In a world where there's a National Rat Breeding Council and an American Association of Witchcraft, it shouldn't surprise you that there's a National Society of Newspaper Columnists.
I've been a member of this august organization for the last five years or so. This has brought me two memorable moments. The first: When I accidentally paid my 1988 dues twice (oh, how they howled). The second: When I opened the May newsletter (this time, I did the howling).
The NSNC will hold its 1990 convention later this month in Nashville. I've been to Nashville. They call it Music City. They ought to call it Raucousville.

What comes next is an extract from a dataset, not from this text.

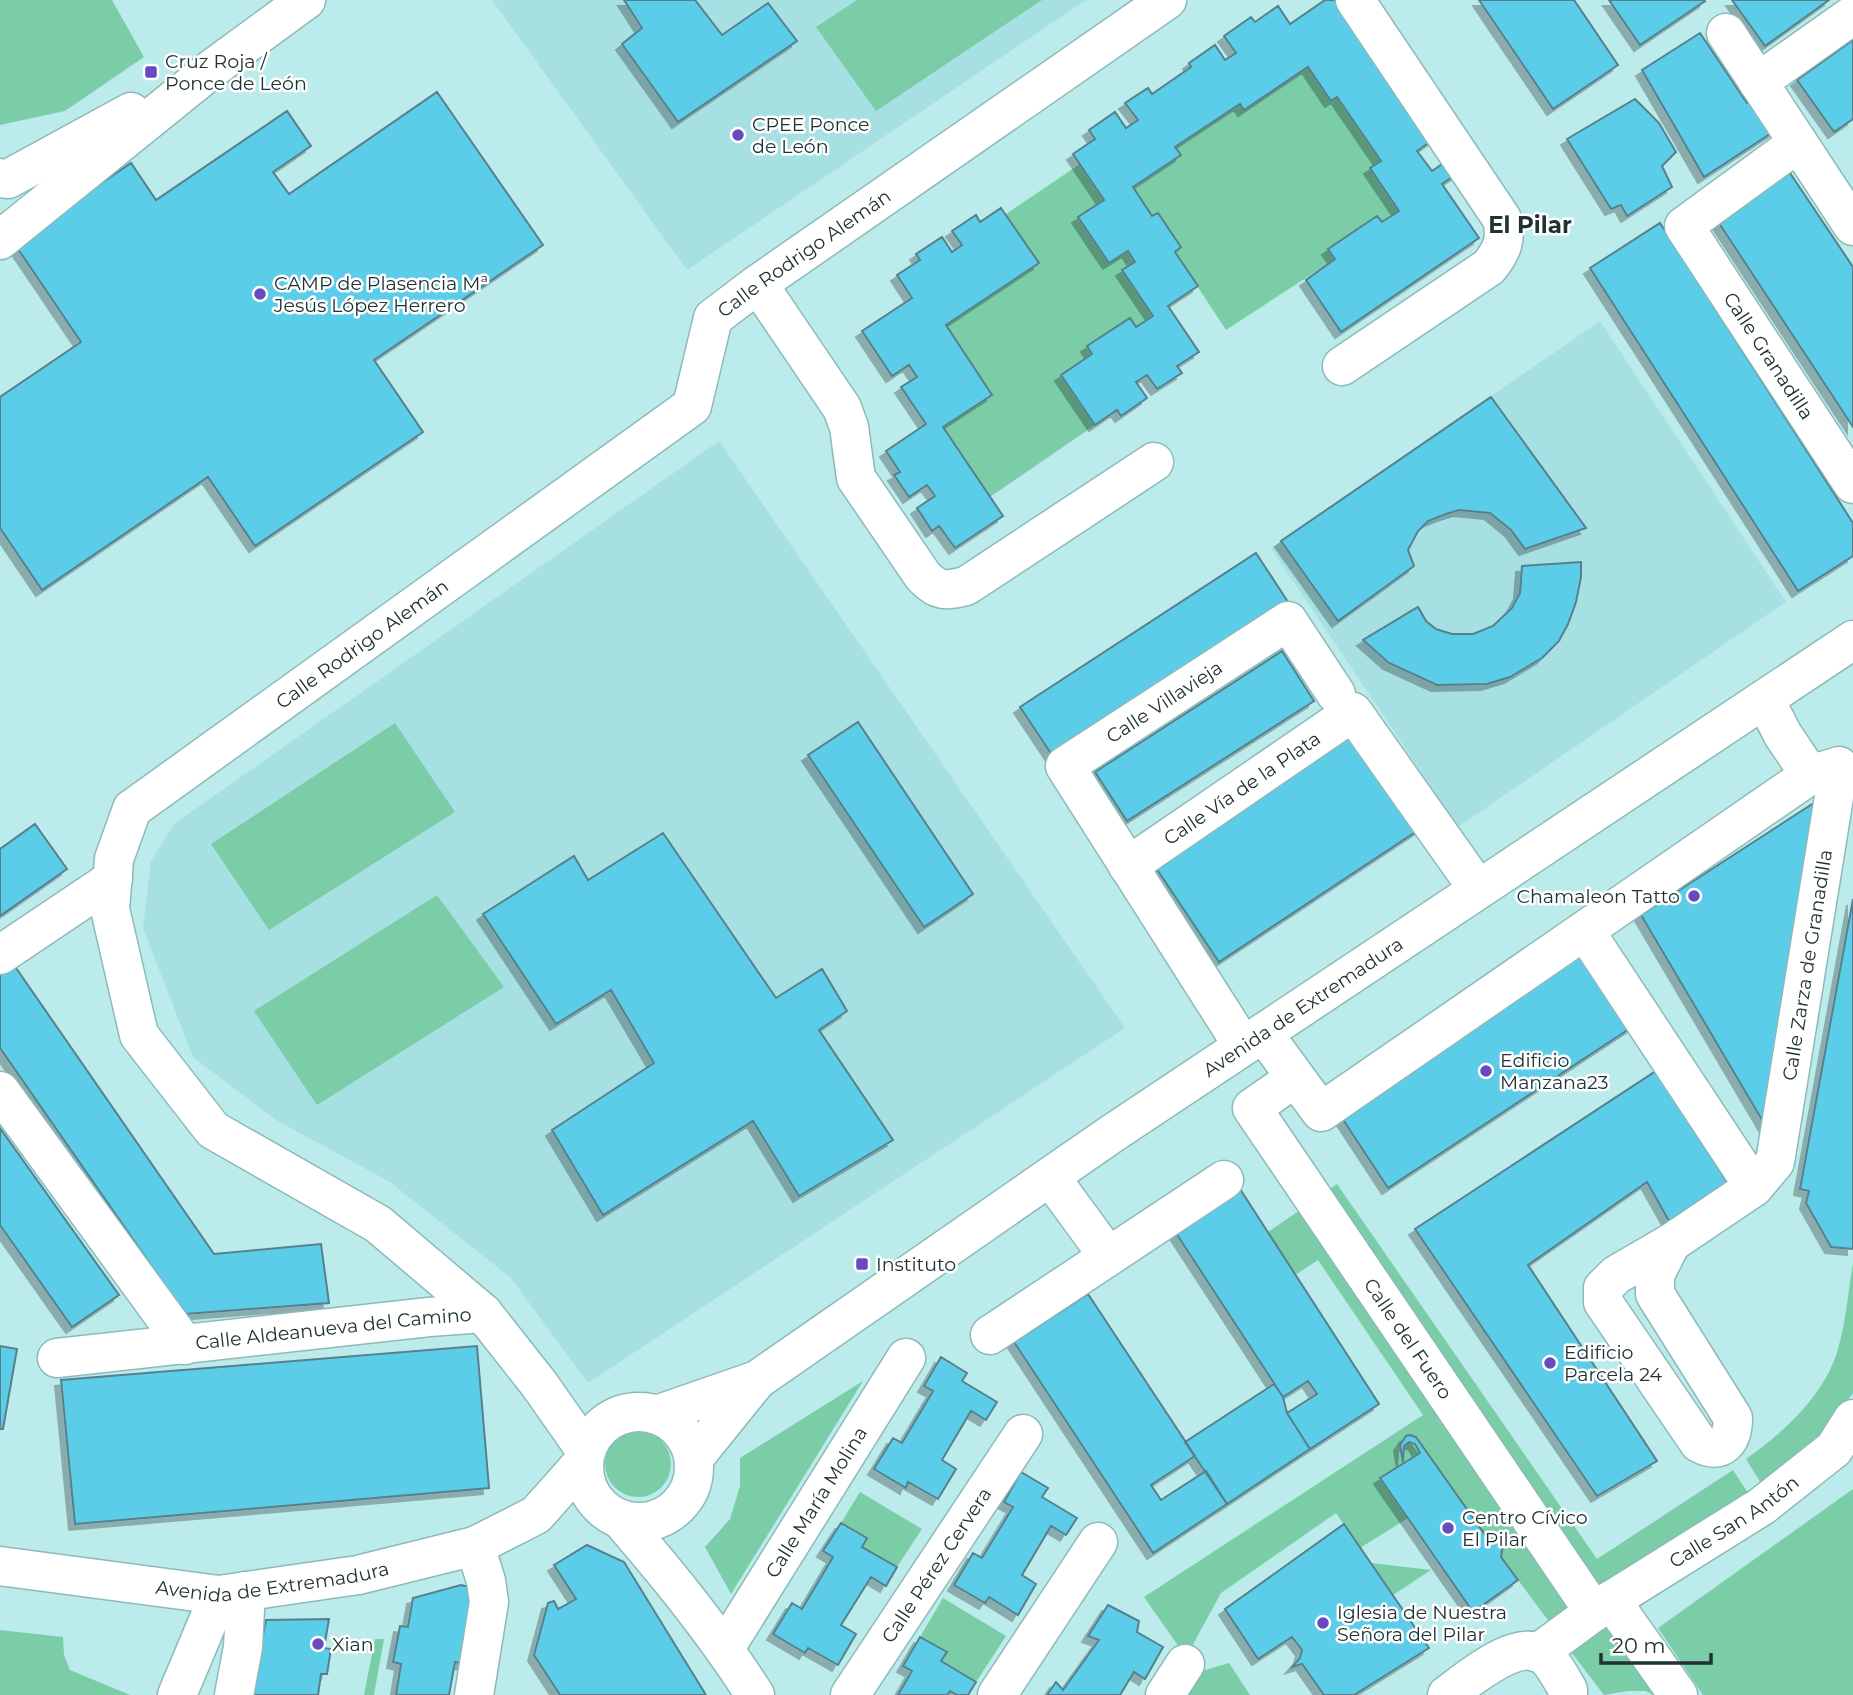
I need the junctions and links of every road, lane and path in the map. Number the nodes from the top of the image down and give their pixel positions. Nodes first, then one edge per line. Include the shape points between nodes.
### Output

Never have I zzzzzzed so little and enjoyed myself so much. Las Vegas likes to think it parties hard. Nashville parties like a mixmaster. Not surprisingly, your head feels exactly like one for the first week you're back home.
Alas, I can't attend the NSNC convention (my budget fits like a straitjacket these days). But while reading up on what's in store, I discovered an idea that you readers might like, whether you're raucous or not.
Since the convention will be held in the country music capital of the world, the NSNC is going to hold a country music songwriting contest. The best country song written for the occasion will win an ugly paisley tie that belonged to an NSNC member until he left it behind at last year's convention in Connecticut.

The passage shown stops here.